**WORK TO BE COMPLETED**
Where does the word "road" occur in the data below? Copy each line that holds it.

**SUPPLIED ENTRIES**

::::

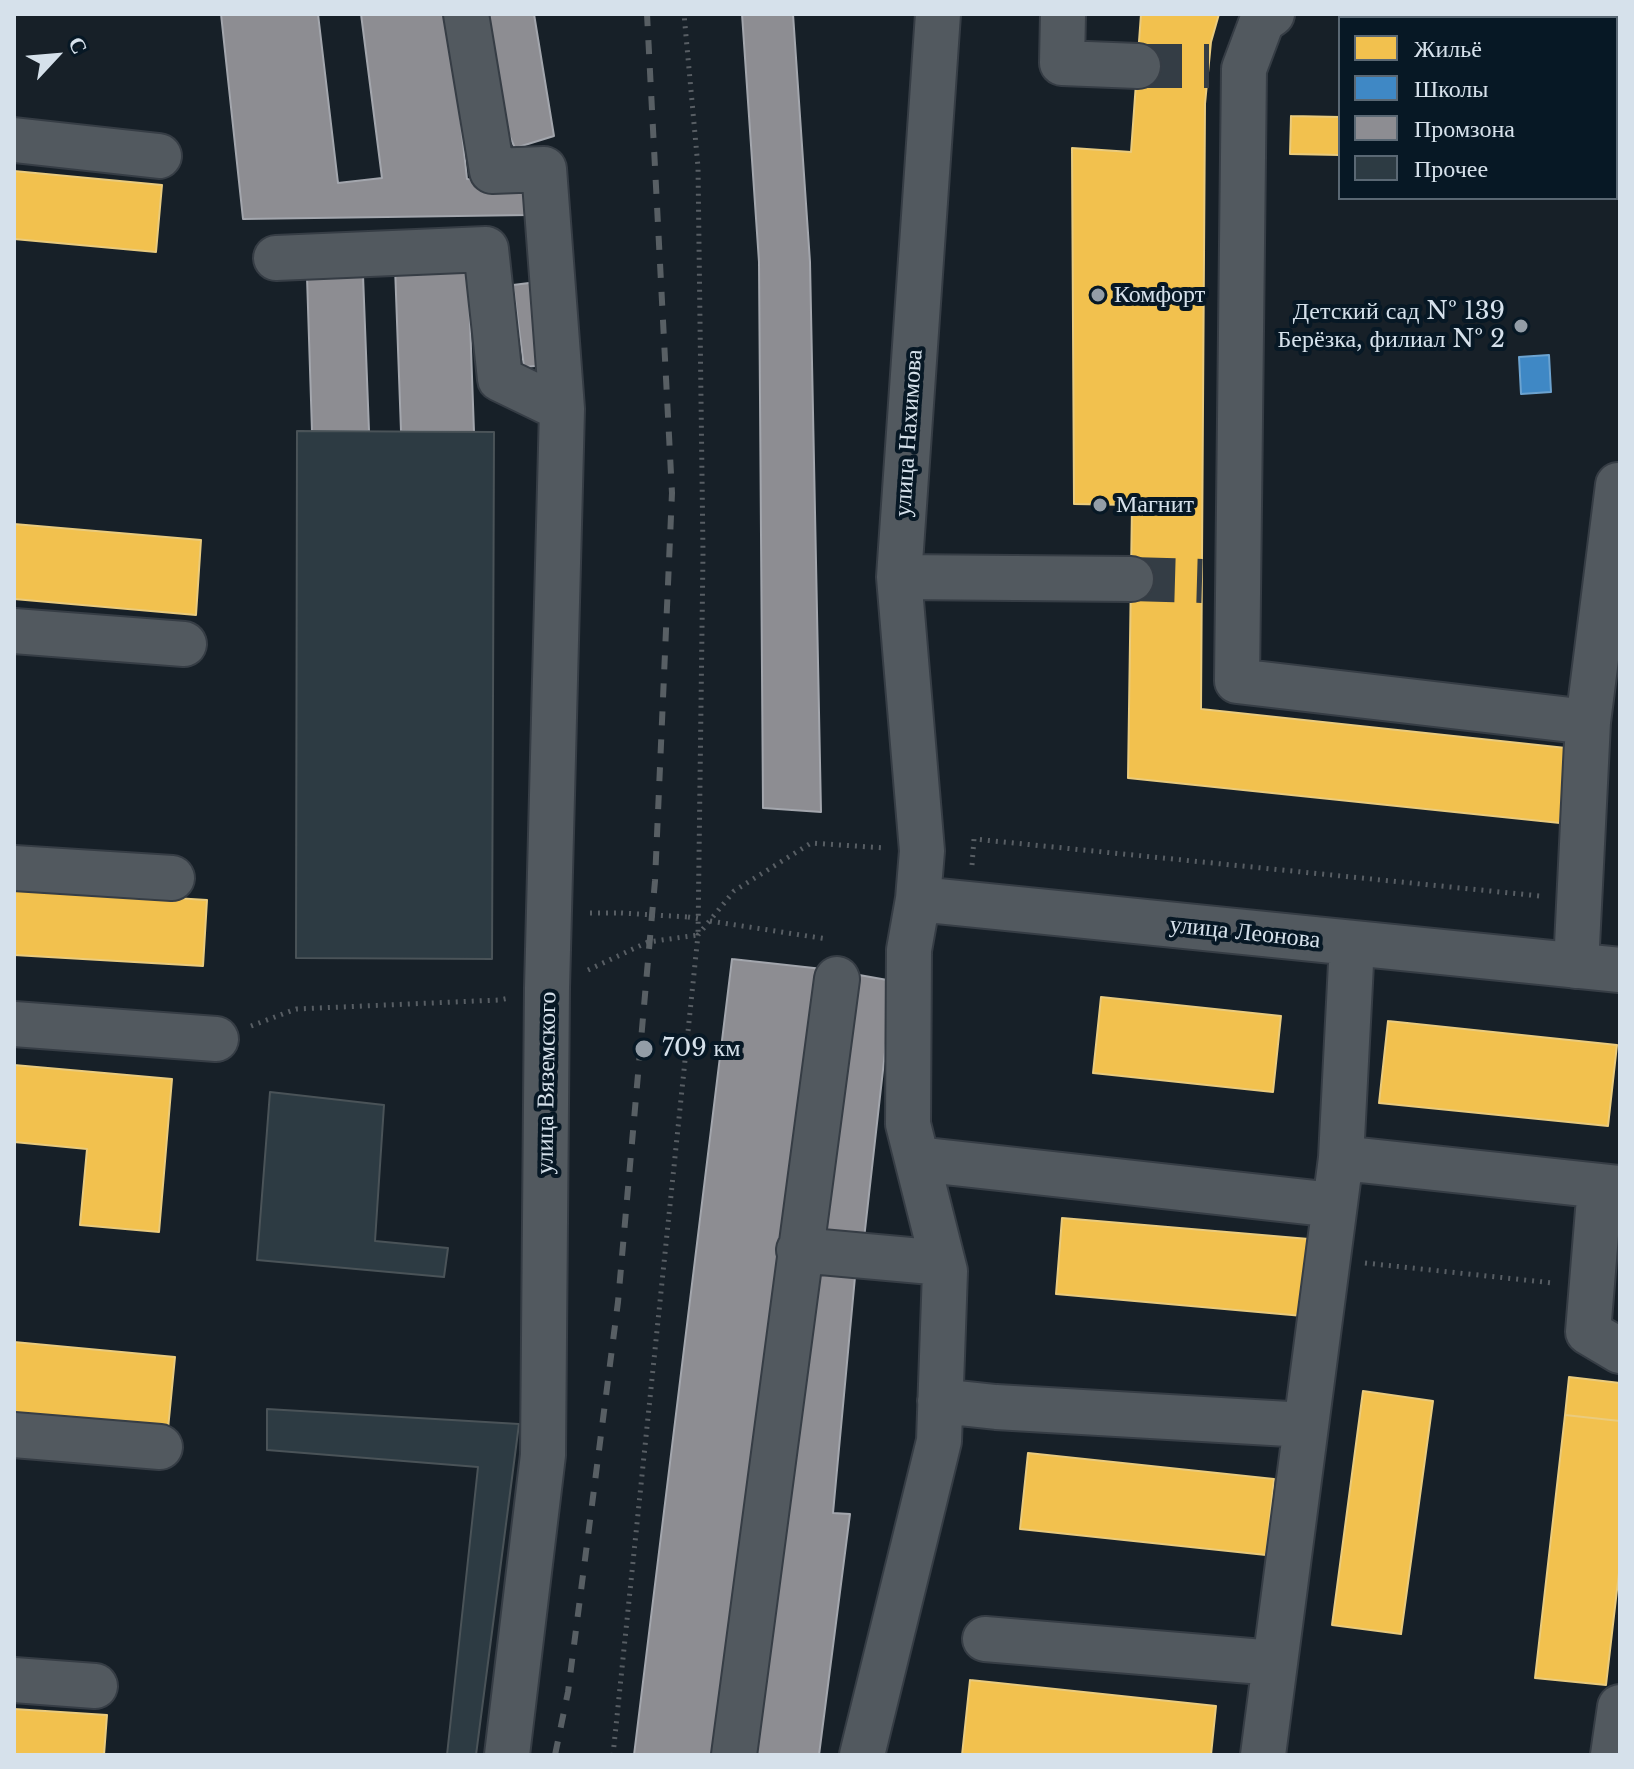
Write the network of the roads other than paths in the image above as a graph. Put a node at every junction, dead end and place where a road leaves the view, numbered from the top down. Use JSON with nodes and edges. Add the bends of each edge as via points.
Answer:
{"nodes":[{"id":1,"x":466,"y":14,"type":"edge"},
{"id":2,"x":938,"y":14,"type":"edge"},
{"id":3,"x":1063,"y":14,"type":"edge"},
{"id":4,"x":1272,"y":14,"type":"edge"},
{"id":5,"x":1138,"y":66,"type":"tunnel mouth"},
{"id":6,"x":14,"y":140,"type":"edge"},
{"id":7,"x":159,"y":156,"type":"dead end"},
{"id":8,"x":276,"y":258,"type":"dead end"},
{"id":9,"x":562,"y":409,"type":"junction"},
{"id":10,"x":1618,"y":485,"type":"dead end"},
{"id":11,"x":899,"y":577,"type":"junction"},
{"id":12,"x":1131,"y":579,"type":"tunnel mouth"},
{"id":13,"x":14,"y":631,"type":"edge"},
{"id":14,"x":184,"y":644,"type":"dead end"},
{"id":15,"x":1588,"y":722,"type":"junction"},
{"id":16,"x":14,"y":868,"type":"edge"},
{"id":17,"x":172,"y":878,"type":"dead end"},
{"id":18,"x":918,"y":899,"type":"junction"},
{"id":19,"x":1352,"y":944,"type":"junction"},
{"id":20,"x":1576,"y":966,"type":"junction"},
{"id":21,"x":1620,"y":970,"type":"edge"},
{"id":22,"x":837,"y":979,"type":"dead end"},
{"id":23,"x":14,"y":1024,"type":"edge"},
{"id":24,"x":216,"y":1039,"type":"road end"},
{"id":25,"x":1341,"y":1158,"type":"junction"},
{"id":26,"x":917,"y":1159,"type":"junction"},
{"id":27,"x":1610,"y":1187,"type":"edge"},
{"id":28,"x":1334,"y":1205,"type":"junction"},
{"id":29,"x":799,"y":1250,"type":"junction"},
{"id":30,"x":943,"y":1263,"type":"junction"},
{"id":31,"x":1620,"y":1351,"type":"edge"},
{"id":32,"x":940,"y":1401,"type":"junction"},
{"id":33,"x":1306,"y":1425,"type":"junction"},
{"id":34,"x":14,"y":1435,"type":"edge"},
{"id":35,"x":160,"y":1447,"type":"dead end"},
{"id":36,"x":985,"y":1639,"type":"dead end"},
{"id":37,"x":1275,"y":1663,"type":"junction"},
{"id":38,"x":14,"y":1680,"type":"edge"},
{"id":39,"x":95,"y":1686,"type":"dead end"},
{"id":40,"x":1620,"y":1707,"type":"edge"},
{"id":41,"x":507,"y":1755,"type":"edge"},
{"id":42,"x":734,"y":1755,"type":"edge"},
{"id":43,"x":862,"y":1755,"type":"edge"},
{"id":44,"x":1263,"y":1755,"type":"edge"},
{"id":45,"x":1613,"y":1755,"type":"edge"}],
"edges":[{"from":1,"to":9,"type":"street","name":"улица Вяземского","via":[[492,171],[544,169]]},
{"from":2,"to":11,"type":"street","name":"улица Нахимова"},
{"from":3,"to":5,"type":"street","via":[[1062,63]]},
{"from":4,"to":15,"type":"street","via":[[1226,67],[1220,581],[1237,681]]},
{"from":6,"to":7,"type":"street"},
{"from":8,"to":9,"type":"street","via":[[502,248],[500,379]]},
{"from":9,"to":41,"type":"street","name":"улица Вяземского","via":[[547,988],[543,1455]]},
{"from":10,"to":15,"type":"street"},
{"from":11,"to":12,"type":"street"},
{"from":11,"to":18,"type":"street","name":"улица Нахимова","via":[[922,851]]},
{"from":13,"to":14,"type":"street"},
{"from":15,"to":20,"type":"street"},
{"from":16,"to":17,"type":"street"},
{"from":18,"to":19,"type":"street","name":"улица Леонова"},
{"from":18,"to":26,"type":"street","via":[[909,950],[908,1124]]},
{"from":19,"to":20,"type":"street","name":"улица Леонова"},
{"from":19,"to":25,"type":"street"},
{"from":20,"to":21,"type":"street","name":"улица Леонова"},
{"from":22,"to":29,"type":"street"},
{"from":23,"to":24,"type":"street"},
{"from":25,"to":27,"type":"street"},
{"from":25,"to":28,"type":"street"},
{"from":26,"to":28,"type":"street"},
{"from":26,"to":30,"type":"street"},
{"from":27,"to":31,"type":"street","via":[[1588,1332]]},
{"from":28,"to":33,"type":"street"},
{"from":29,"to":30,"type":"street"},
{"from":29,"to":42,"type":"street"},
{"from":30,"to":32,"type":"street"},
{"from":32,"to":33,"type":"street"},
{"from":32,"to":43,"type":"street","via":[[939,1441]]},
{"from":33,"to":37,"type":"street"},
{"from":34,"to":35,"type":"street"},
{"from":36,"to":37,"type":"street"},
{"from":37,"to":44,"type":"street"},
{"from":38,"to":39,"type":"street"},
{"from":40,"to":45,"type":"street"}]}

::::

**OUTPUT FOR THIS TASK**
Write the network of the roads other than paths in the image above as a graph. Put a node at every junction, dead end and place where a road leaves the view, numbered from the top down. Use JSON with nodes and edges. Add the bends of each edge as via points.
{"id":24,"x":216,"y":1039,"type":"road end"},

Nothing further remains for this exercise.